US close: Dow closes 250 points higher on positive rumours out of Beijing
Wall Street stocks closed higher for a third straight session on Tuesday as optimism surrounding the latest round of talks between the US and China boosted sentiment.
At the close, the Dow Jones Industrial Average was 1.09% higher at 23,787.45, while the S&P 500 gained 0.97% to 2,574.41 and the Nasdaq closed 1.08% firmer at 6,897.00.
The Dow closed more than 250 points higher after losing some of its earlier momentum as a key report revealed job openings across the US had fallen to their lowest level since the beginning of summer.
Early reports out of Beijing state American and Chinese negotiators had reportedly made progress in talks, including on purchases of US goods and services, but the two sides were said to still not be ready to finalise a deal.
According to Dow Jones Newswires, citing sources, follow-up cabinet-level talks were expected later in January.
Earlier, the US President himself had tweeted: "Talks with China are going very well!"

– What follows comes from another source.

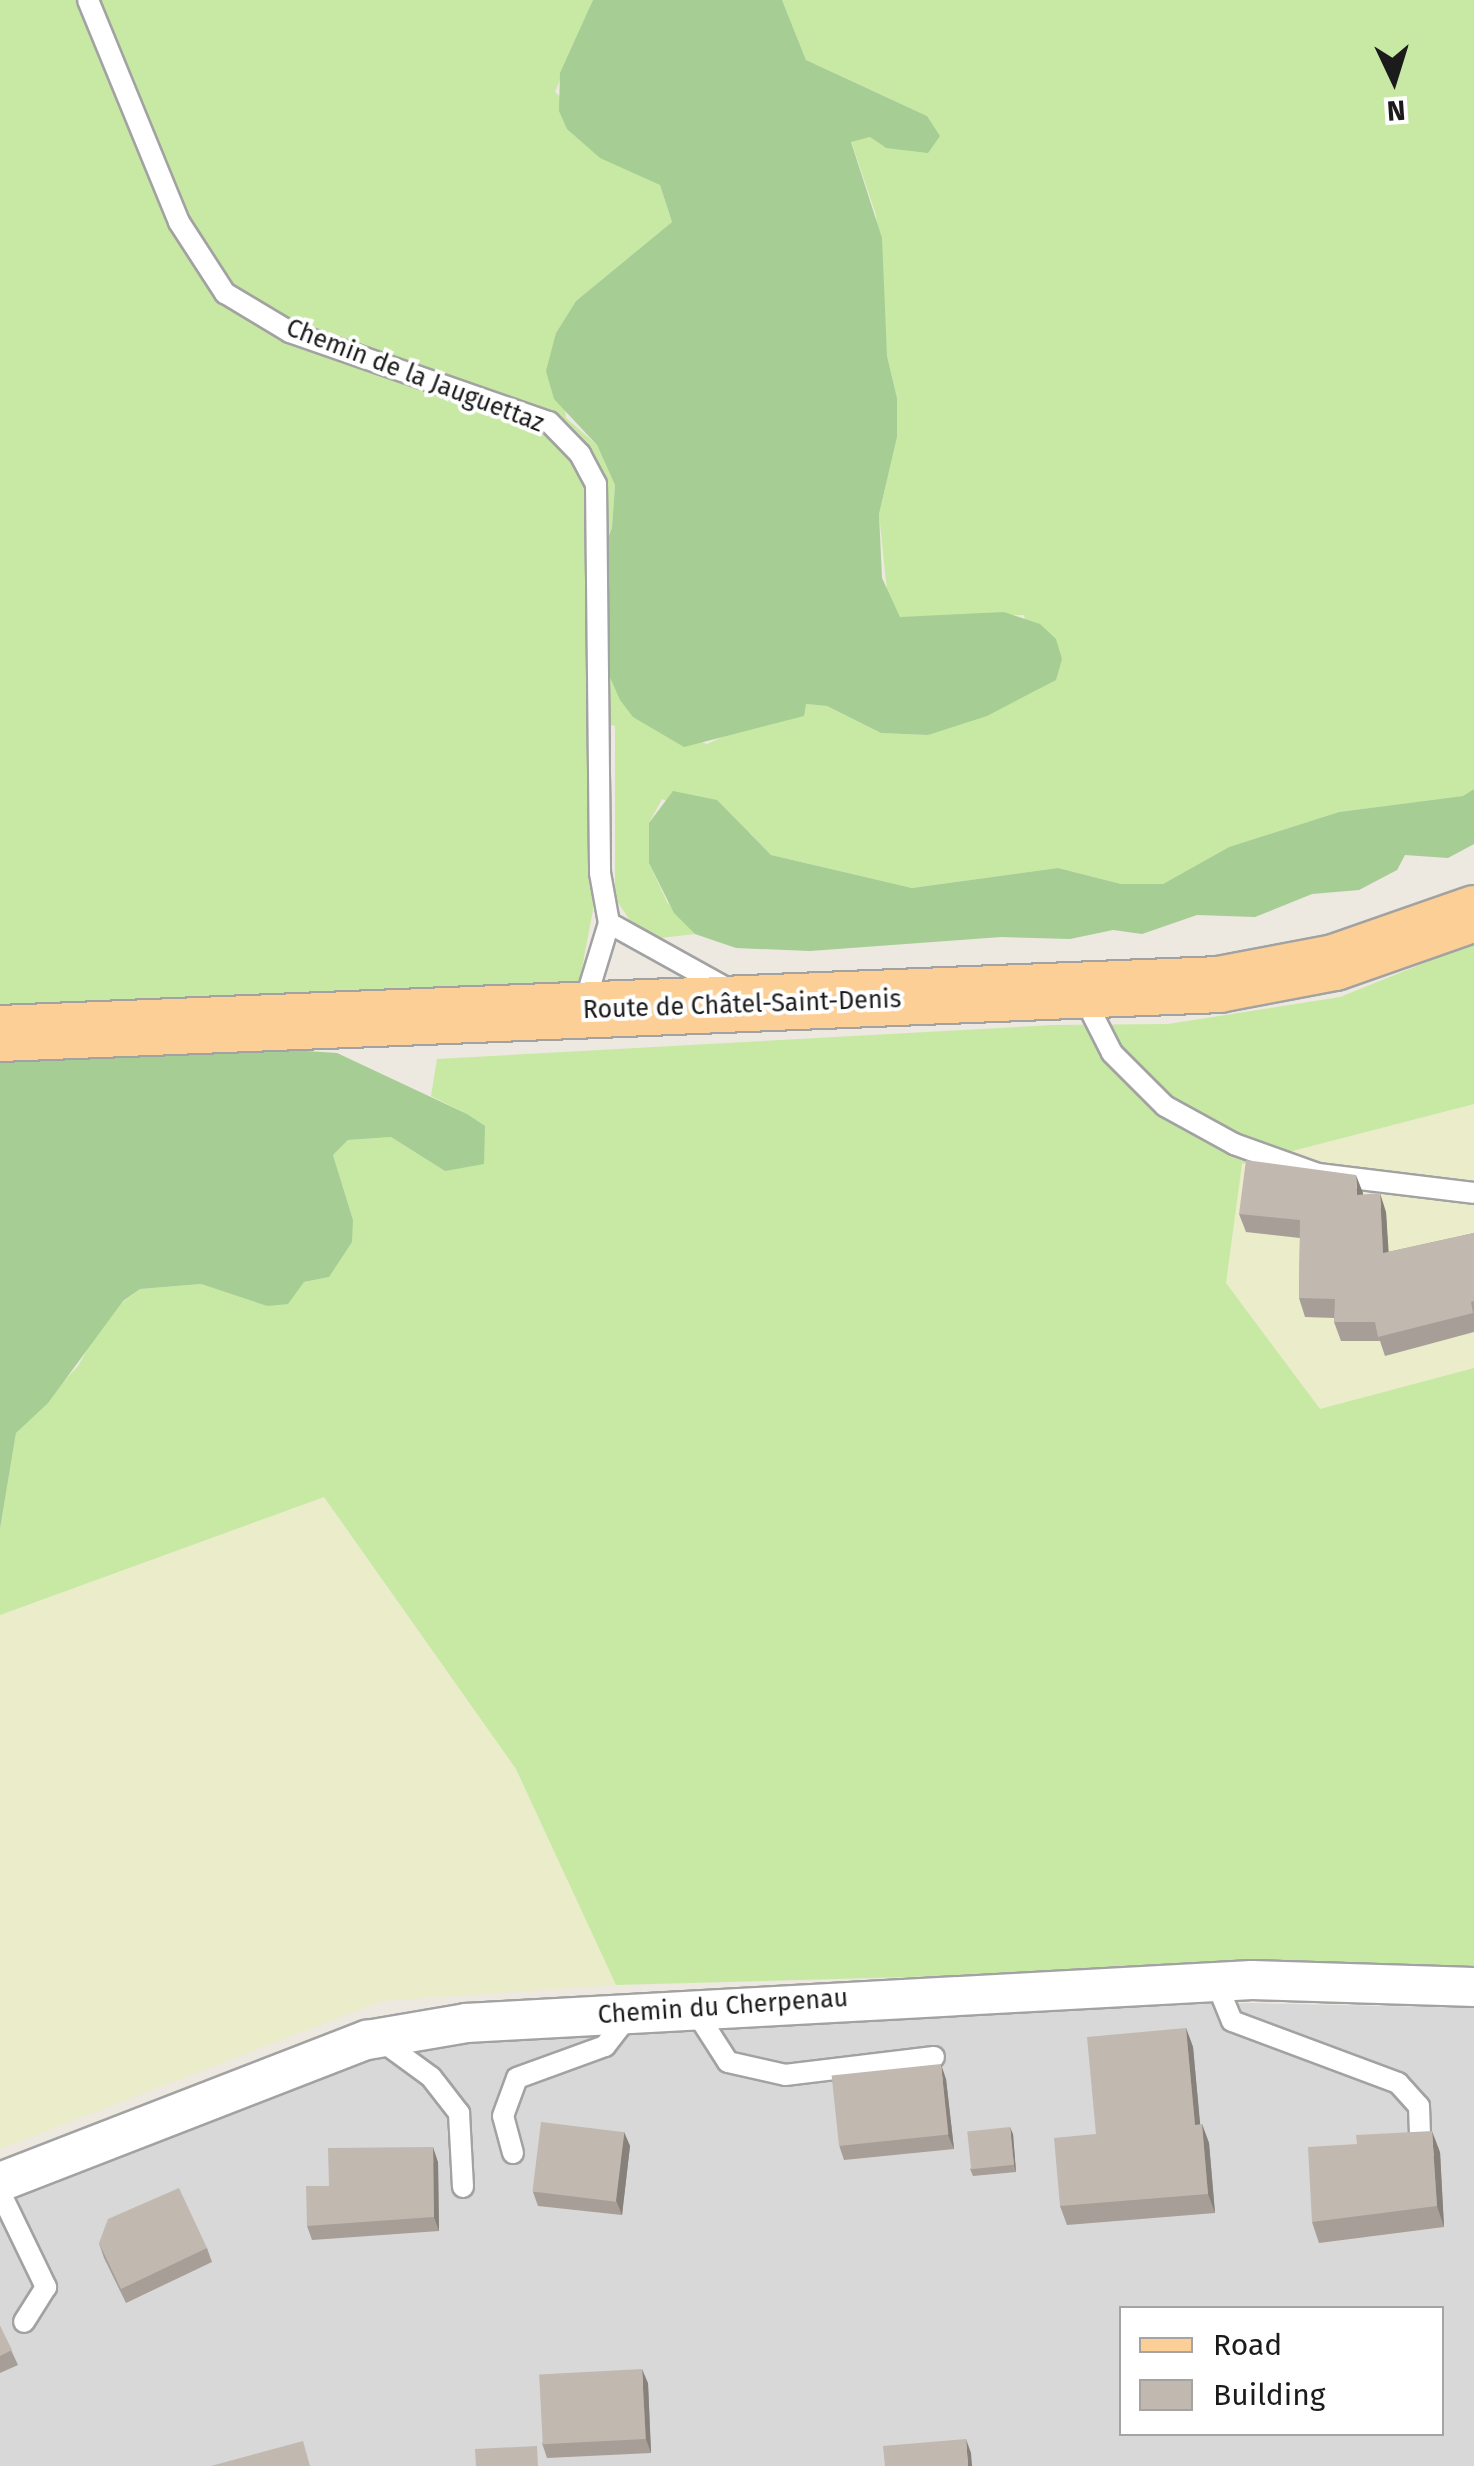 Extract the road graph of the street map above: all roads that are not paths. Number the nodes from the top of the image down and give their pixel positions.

China approved five genetically-modified crops for import, which could help increase Chinese imports of US agricultural goods, including corn and soybean products developed by the likes of DowDuPont.
The government shutdown, which entered its 17th day, was also on investors' minds as Donald Trump was due to make a speech at 0200 GMT from the Oval Office, in which he is expected to argue that an immigration crisis requires his Mexican border wall.
In energy news, West Texas Intermediate was 2.62% higher at $49.79 a barrel, while Brent Crude was 2.34% higher at $58.67.
On the corporate side of things, Boston Scientific closed 2.79% higher after the release of its fourth-quarter sales figures and Union Pacific shot up 9.04% in the session after it announced that former Canadian National executive Jim Vena had taken over as COO.
Apple picked up 1.91% after rival Samsung issued fourth-quarter guidance well below expectations.
On the data front, the latest survey from the National Federation of Independent Business showed that small business confidence in the US remained near historically-high levels in December amid signs of strength in hiring and in companies' inventory planning.
But some analysts said the stable headline index masked underlying weakness and rising price pressures.
The NFIB's small business confidence gauge slipped by just 0.4 points from the month before to reach 104.4, versus consensus expectations for a reading of 103.5. Meanwhile, a sub-index linked to job openings hit a fresh record high and according to the NFIB plans for inventory investment surged.
However, those positives were offset by a decline in expected real sales growth and expected business conditions.
Reports of higher worker compensation remained near record levels too, NFIB said.
According to the business lobby group: "Critics of the Federal Reserve are popping up everywhere. They say that the Federal Reserve is not paying attention to what financial markets are telling us about the economy.
"However, the stock market does not reflect the entire economy. The small business sector represents the other half and it continues its two-year run of record high performance levels, an important consideration."
Still, Ian Shepherdson at Pantheon Macroeconomics believed a further decline in business optimism was likely in January.
In particular, Shepherdson noted the four point decline seen in the sub-index for companies' capital expenditure plans, which he described as a "big blow", although it remained to be seen if the drop would "stick" or even drop further.
Elsewhere, the number of job openings fell to 6.9m in November, according to the Bureau of Labor Statistics.
Over the month, hires edged down to 5.7m, quits edged down to 3.4m, and total separations were broadly unchanged at 5.5m.